DATASET RECORDS Start Marker
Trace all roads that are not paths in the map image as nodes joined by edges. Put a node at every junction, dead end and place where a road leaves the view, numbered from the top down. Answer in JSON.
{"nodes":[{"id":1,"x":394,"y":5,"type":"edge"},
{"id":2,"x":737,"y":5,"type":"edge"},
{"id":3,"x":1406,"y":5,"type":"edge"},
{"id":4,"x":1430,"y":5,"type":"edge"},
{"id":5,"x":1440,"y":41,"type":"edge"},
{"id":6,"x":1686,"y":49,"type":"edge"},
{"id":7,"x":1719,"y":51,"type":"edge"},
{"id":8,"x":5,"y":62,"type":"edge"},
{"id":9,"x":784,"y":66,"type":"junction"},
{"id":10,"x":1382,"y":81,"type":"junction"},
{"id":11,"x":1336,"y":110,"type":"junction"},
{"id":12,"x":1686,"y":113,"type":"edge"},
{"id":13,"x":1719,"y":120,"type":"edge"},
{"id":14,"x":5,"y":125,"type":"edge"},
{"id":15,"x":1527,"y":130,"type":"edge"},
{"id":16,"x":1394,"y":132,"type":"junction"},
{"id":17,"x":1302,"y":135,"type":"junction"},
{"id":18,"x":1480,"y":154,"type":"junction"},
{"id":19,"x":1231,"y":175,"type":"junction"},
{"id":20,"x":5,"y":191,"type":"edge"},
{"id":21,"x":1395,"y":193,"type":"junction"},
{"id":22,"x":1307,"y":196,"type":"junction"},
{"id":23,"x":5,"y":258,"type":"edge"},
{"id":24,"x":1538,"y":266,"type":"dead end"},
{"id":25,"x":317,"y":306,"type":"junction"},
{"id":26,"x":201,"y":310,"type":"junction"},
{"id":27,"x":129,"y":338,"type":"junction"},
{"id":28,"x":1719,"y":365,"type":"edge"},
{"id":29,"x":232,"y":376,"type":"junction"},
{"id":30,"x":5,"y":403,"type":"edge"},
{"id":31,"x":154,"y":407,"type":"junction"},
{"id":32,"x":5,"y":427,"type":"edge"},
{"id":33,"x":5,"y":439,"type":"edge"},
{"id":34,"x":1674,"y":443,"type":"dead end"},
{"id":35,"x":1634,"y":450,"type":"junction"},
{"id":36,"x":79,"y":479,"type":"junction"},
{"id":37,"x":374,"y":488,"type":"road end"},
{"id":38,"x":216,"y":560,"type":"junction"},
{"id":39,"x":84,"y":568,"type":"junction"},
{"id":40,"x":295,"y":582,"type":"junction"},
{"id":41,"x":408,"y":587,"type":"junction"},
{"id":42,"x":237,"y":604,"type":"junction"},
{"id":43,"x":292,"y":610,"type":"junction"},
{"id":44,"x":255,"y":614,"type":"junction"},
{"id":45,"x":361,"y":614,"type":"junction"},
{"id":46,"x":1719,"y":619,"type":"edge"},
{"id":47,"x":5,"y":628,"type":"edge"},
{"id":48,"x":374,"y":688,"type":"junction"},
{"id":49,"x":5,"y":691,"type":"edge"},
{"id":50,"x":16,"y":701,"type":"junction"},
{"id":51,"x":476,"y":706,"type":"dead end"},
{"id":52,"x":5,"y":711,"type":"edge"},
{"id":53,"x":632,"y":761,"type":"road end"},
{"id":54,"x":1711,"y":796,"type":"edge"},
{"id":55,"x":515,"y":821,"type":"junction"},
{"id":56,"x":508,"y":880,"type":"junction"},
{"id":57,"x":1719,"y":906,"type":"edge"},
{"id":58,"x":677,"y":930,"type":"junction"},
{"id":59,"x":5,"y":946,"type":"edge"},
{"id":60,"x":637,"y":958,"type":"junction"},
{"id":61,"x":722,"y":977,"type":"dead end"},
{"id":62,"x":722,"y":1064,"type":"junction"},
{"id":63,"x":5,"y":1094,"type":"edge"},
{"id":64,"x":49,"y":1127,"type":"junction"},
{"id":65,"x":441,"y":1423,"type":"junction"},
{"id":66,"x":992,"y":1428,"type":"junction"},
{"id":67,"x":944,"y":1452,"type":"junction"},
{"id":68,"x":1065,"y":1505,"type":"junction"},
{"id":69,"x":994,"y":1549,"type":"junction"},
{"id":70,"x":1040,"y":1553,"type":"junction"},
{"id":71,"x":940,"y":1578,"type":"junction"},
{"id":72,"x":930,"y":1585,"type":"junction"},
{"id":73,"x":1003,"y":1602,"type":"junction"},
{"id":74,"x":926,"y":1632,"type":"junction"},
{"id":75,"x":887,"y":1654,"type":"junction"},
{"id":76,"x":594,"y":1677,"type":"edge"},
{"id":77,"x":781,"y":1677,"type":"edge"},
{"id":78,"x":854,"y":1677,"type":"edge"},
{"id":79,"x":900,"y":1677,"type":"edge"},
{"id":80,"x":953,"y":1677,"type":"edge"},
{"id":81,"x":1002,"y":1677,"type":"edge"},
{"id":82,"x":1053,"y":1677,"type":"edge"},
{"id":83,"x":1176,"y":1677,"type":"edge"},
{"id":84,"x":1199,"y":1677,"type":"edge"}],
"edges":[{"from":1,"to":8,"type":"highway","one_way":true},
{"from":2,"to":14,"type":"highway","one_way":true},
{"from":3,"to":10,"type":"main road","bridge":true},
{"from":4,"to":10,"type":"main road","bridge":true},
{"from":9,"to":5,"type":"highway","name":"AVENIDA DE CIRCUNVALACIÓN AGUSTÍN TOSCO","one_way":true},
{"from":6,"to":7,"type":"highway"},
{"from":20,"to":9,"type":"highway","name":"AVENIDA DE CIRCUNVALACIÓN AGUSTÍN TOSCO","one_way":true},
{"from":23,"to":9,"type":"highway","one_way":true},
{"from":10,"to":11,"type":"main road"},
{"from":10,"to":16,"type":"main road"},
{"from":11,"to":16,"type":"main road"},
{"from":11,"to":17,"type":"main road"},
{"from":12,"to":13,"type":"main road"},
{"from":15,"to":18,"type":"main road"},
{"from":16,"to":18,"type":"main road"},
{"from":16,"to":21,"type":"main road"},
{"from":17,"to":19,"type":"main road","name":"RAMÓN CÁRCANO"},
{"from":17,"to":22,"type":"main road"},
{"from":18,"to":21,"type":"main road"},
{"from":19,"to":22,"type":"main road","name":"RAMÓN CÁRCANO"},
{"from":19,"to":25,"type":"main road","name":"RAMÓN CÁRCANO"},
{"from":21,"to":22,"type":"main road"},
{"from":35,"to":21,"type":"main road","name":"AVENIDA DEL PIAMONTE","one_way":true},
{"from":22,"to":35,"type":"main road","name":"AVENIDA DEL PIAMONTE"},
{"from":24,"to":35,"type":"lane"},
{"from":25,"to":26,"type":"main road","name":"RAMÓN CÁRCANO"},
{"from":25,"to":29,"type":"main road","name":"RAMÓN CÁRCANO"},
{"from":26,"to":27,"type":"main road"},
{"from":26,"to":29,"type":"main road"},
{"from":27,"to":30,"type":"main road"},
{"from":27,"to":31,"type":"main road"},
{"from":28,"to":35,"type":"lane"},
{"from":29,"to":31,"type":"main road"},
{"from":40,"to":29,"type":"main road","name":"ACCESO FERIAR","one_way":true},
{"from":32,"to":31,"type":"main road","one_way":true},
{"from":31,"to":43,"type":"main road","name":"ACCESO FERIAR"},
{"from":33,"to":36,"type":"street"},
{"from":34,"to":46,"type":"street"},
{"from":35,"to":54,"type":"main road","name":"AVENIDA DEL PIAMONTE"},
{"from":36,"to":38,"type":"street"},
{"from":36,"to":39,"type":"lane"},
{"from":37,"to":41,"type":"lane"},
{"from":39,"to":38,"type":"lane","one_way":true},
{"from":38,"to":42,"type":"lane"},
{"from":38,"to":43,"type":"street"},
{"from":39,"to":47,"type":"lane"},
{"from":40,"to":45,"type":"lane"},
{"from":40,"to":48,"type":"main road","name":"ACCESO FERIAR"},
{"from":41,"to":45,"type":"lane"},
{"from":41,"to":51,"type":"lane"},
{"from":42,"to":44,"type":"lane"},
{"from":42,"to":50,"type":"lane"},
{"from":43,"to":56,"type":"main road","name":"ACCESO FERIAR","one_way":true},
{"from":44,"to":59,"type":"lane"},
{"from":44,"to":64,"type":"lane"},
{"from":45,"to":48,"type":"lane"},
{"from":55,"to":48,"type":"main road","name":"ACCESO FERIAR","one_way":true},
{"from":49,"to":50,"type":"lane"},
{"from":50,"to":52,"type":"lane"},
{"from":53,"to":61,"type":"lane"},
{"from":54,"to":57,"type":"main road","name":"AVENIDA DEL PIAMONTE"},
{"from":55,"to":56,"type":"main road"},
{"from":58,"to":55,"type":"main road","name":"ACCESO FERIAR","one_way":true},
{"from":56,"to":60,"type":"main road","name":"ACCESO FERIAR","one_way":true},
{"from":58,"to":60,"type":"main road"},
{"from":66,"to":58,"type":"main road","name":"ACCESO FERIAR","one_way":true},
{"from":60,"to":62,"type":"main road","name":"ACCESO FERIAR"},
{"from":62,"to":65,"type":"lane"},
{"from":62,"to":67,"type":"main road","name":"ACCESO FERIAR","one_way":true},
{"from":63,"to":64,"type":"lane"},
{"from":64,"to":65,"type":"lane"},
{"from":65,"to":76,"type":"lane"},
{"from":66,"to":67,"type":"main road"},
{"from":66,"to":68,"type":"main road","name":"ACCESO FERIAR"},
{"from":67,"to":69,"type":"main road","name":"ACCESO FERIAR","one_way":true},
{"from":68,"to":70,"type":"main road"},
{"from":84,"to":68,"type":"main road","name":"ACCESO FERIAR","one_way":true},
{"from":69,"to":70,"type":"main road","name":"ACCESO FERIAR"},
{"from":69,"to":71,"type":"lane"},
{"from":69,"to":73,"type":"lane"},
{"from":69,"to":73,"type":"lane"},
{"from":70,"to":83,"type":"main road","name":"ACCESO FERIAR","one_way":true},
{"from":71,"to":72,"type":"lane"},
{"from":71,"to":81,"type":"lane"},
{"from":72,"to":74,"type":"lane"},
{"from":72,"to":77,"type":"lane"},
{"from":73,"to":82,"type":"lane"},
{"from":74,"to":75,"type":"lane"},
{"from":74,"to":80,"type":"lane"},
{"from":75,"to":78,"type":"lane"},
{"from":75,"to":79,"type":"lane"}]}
DATASET RECORDS End Marker
**EXERCISE**
Every line above that has the string "AVENIDA" needs to be copied.

**RESULT FOR THIS EXERCISE**
{"from":9,"to":5,"type":"highway","name":"AVENIDA DE CIRCUNVALACIÓN AGUSTÍN TOSCO","one_way":true},
{"from":20,"to":9,"type":"highway","name":"AVENIDA DE CIRCUNVALACIÓN AGUSTÍN TOSCO","one_way":true},
{"from":35,"to":21,"type":"main road","name":"AVENIDA DEL PIAMONTE","one_way":true},
{"from":22,"to":35,"type":"main road","name":"AVENIDA DEL PIAMONTE"},
{"from":35,"to":54,"type":"main road","name":"AVENIDA DEL PIAMONTE"},
{"from":54,"to":57,"type":"main road","name":"AVENIDA DEL PIAMONTE"},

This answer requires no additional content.